#### INSTRUCTIONS TO FOLLOW
Show all lines from the data that include the word "nodes".

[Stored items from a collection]
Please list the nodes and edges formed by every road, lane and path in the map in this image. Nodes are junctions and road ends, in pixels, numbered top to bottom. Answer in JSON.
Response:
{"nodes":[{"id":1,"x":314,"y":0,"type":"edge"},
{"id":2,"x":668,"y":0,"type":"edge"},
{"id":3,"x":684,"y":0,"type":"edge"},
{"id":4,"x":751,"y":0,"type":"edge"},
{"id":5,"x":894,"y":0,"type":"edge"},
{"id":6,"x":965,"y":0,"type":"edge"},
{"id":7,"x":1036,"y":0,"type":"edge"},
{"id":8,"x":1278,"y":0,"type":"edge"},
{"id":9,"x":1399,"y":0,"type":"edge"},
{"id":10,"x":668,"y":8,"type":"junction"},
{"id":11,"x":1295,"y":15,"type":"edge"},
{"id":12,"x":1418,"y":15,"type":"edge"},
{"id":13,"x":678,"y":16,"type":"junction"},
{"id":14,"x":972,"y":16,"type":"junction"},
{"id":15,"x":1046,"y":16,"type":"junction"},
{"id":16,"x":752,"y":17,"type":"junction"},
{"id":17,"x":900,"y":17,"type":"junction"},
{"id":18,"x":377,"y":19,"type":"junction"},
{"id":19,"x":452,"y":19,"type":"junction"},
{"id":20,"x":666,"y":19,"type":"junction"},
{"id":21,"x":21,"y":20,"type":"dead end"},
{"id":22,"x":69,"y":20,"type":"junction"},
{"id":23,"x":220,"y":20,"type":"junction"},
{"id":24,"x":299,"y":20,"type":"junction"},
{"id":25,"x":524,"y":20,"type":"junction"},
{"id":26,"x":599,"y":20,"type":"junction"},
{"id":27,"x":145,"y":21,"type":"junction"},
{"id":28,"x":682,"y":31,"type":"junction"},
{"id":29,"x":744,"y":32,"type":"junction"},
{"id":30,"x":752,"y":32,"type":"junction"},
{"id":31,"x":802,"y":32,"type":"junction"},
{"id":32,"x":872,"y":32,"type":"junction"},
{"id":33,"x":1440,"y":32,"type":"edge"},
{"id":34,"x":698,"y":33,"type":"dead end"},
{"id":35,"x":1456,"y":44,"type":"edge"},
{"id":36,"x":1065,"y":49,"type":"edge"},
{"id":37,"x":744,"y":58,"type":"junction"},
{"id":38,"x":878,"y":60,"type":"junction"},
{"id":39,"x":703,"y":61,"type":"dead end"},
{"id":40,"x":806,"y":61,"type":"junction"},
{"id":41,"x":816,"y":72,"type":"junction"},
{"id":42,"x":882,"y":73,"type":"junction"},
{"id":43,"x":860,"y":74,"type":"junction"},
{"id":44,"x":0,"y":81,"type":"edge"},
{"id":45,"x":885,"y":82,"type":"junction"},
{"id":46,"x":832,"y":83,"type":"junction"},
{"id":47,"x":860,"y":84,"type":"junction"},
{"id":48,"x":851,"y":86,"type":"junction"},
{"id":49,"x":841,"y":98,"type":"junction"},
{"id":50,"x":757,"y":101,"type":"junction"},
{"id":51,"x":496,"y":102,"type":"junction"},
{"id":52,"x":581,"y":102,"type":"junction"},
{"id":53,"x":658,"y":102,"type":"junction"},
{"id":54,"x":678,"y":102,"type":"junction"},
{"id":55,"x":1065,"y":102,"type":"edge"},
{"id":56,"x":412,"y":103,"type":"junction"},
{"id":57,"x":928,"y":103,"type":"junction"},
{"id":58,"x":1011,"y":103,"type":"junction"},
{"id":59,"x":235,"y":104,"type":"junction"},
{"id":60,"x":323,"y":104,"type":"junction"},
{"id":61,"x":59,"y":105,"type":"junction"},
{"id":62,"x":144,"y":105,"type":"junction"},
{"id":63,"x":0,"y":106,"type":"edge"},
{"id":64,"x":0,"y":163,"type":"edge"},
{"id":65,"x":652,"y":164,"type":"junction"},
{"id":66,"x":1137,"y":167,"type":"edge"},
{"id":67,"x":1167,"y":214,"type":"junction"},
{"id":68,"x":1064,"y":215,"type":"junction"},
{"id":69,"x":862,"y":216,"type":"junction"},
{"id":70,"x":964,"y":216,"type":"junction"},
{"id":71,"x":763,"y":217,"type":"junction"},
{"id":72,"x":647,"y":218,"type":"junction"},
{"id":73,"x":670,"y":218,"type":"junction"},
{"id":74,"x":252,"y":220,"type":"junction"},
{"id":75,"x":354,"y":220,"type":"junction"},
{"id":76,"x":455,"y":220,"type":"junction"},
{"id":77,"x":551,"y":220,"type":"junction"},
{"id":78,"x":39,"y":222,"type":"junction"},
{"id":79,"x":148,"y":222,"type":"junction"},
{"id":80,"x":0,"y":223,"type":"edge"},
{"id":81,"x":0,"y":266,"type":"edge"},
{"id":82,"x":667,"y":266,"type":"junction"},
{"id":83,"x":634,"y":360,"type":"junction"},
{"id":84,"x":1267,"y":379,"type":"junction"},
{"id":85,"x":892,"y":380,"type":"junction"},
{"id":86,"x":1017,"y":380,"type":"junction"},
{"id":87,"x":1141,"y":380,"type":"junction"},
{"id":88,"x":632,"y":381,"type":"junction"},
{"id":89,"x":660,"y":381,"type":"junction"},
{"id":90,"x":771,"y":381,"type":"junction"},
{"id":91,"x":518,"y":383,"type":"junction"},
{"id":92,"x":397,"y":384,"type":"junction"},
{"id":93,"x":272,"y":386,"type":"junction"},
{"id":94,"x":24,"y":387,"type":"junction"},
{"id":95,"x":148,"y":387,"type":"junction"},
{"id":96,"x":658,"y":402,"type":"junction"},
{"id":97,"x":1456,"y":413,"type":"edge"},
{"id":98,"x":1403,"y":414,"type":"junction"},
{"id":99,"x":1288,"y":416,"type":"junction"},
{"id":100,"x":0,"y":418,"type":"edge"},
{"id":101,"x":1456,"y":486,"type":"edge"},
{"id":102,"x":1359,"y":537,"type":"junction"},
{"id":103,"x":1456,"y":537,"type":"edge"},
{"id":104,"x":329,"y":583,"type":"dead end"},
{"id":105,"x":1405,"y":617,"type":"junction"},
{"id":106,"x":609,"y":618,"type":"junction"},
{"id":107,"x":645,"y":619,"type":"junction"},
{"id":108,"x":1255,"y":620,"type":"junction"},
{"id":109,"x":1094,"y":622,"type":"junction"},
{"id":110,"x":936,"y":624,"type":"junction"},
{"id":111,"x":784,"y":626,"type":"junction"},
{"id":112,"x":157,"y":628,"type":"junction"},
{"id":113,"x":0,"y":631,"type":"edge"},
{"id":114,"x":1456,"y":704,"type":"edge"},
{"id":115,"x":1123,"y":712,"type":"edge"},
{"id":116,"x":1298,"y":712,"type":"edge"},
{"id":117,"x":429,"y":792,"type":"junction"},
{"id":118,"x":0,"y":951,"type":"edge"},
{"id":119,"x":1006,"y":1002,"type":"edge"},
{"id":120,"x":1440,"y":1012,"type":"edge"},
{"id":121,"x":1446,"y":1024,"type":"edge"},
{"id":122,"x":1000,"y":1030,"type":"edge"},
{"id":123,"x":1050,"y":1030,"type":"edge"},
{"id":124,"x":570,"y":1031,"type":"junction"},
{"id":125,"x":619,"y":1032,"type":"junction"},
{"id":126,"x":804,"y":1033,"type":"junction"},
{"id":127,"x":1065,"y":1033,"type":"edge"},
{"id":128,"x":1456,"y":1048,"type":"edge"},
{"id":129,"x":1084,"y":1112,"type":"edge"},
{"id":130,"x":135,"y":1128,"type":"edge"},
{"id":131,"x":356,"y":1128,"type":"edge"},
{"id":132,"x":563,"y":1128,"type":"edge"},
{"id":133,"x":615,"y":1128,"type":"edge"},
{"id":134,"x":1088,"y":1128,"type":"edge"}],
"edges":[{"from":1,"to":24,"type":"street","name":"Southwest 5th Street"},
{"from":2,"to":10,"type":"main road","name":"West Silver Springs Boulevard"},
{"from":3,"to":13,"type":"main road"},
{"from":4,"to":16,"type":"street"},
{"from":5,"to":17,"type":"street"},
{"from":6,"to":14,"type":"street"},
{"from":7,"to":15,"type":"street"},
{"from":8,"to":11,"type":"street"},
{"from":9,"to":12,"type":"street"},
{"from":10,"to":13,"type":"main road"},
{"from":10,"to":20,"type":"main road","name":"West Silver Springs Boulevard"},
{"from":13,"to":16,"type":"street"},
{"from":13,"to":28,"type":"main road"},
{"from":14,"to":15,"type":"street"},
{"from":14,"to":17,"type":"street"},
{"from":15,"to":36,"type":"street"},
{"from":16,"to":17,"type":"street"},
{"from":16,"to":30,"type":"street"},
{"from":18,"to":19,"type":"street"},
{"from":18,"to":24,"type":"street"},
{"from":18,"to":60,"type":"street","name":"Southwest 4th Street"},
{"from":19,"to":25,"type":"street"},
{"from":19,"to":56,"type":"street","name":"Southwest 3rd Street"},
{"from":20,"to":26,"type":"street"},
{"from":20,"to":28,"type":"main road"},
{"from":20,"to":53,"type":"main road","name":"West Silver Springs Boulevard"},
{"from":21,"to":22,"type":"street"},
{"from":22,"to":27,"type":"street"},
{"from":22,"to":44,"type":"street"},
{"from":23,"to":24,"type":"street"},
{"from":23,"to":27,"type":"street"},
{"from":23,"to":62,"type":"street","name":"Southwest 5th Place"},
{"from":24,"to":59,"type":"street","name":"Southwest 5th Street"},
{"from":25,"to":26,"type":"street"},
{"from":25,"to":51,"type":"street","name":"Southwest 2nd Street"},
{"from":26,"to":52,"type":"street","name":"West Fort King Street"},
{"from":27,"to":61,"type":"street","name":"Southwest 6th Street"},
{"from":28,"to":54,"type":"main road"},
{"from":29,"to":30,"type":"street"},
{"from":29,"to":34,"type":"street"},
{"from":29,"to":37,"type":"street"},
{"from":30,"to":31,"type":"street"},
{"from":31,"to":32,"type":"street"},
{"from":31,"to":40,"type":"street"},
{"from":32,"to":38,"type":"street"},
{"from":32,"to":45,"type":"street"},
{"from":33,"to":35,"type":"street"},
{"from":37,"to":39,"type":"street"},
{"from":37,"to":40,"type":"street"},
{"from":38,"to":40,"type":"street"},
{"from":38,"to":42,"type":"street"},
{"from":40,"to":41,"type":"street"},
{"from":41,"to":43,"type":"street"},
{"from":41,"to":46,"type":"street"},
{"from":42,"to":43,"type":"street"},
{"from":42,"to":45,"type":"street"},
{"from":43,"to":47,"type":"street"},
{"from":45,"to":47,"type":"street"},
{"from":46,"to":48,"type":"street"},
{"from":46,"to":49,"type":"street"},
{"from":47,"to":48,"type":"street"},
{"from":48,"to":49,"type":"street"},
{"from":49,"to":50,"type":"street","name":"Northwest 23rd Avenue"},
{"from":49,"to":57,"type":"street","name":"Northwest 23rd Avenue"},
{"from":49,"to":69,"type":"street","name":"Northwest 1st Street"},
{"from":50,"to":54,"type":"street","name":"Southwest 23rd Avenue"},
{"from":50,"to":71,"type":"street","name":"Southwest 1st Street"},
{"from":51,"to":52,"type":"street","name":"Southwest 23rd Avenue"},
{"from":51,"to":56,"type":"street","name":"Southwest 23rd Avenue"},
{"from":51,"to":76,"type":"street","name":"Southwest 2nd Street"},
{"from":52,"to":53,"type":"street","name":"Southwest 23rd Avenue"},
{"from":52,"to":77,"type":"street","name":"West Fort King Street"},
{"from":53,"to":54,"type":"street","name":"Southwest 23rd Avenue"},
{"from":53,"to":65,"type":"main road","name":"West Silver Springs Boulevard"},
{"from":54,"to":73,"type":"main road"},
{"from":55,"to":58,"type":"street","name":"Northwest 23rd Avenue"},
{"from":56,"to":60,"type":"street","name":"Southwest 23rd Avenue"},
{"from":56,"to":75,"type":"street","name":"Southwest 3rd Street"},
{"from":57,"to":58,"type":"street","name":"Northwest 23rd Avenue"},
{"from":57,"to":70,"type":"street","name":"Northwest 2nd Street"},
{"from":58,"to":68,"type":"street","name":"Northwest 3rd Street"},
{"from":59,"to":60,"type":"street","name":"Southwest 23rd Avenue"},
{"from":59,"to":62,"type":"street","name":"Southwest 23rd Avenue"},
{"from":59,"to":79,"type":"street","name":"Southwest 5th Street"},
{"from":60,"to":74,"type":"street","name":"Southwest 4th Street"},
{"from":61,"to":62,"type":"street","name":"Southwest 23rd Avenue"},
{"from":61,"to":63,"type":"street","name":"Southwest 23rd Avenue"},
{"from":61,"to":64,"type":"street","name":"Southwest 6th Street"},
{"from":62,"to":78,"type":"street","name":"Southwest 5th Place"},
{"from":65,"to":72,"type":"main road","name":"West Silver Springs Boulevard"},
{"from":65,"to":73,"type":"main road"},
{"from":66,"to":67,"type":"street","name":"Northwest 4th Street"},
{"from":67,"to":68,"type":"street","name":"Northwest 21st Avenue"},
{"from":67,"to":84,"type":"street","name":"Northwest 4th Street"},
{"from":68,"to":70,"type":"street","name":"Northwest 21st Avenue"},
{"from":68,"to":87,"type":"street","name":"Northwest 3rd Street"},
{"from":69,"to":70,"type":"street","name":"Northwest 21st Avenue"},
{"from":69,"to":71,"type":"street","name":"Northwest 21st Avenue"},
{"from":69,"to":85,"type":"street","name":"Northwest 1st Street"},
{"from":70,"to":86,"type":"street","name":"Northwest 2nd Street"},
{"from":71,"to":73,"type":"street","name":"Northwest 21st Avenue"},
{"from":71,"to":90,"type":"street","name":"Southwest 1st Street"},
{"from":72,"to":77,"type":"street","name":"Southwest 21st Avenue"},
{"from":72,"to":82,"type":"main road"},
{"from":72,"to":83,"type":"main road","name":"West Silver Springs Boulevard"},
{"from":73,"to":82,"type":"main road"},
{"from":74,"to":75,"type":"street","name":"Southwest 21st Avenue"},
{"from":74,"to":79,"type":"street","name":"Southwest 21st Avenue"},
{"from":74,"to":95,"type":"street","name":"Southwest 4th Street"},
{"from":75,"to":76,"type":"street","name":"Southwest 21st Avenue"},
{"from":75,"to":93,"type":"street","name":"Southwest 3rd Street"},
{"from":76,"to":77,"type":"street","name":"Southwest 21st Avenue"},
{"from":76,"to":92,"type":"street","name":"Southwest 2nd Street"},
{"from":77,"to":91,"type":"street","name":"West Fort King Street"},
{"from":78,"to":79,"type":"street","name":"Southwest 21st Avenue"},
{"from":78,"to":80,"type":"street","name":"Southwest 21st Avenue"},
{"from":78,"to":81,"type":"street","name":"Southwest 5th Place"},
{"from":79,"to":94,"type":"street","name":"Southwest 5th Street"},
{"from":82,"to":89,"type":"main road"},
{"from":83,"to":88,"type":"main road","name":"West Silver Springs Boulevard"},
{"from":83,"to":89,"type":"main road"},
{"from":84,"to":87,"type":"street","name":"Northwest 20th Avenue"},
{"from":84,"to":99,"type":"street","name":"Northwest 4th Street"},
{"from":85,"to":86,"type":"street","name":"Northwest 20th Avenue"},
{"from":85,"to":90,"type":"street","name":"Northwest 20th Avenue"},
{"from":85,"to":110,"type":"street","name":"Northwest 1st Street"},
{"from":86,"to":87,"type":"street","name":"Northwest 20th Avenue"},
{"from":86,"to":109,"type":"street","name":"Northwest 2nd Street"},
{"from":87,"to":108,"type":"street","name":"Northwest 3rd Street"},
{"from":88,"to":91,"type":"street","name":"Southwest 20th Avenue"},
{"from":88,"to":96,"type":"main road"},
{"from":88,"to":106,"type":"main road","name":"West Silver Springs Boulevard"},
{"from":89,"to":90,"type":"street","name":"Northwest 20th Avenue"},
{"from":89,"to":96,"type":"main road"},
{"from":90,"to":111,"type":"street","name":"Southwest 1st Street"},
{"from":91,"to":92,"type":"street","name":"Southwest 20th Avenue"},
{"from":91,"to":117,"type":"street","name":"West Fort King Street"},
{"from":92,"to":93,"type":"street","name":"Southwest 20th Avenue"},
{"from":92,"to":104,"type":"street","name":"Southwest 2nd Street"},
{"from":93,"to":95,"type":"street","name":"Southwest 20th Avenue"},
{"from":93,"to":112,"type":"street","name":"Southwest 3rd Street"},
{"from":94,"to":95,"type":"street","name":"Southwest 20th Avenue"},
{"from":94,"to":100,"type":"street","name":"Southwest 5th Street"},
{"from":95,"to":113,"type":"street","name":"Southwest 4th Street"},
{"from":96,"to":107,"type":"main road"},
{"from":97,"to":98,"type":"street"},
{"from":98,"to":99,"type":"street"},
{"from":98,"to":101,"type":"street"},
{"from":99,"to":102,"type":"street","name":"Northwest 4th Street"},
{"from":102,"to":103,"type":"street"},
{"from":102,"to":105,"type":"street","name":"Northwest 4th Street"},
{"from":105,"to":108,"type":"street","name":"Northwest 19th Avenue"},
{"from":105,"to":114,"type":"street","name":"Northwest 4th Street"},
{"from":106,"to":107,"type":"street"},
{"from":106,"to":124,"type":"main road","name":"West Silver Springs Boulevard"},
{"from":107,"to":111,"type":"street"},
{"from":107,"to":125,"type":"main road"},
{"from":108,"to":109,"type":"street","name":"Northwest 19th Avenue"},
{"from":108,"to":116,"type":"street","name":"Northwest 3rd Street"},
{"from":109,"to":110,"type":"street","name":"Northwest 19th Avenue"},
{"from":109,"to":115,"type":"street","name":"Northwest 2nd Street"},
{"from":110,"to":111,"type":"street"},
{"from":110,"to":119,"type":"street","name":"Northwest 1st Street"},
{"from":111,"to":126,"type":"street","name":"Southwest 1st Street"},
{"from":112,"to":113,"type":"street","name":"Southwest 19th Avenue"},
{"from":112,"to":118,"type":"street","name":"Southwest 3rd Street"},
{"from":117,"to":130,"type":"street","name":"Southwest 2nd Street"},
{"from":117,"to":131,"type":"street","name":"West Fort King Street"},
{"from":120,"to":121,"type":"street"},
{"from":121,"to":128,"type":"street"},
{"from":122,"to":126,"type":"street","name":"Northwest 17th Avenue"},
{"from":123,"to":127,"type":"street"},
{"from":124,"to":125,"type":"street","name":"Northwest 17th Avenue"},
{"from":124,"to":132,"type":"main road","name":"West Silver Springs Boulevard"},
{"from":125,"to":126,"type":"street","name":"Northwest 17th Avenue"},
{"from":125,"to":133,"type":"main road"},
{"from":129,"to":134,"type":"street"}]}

#### RESPONSE TO THIS EXERCISE
Please list the nodes and edges formed by every road, lane and path in the map in this image. Nodes are junctions and road ends, in pixels, numbered top to bottom. Answer in JSON.
{"nodes":[{"id":1,"x":314,"y":0,"type":"edge"},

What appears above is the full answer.